** Data extract follows **
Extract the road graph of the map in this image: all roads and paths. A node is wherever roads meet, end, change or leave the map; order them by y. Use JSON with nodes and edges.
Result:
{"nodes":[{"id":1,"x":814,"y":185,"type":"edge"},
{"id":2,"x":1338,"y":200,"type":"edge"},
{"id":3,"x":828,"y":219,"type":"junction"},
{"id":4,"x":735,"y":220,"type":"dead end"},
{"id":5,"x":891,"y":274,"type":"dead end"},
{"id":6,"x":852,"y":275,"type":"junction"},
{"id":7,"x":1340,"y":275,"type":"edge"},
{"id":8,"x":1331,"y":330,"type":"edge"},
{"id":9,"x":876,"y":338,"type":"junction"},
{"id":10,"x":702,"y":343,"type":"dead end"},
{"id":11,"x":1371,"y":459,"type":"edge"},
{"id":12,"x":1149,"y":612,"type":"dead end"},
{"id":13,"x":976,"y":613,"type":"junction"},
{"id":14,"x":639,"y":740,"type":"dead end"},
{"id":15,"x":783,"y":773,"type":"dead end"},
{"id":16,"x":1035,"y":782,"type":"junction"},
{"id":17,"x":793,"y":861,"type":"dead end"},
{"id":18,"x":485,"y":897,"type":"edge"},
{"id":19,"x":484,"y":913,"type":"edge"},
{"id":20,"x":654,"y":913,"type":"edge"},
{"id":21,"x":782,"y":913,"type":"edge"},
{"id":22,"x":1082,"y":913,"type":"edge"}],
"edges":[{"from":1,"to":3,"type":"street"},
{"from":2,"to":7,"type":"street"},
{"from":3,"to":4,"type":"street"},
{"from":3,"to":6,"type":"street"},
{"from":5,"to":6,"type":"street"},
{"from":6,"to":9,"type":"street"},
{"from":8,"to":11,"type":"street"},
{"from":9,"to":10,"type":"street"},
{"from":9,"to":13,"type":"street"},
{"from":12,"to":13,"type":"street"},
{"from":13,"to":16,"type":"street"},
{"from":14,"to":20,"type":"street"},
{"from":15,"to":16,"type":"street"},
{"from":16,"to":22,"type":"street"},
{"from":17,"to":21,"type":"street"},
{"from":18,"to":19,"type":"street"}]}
** End of Data extract **
Report each line of the data in which "edges" occurs.

- **Output for this exercise**:
Extract the road graph of the map in this image: all roads and paths. A node is wherever roads meet, end, change or leave the map; order them by y. Use JSON with nodes and edges.
"edges":[{"from":1,"to":3,"type":"street"},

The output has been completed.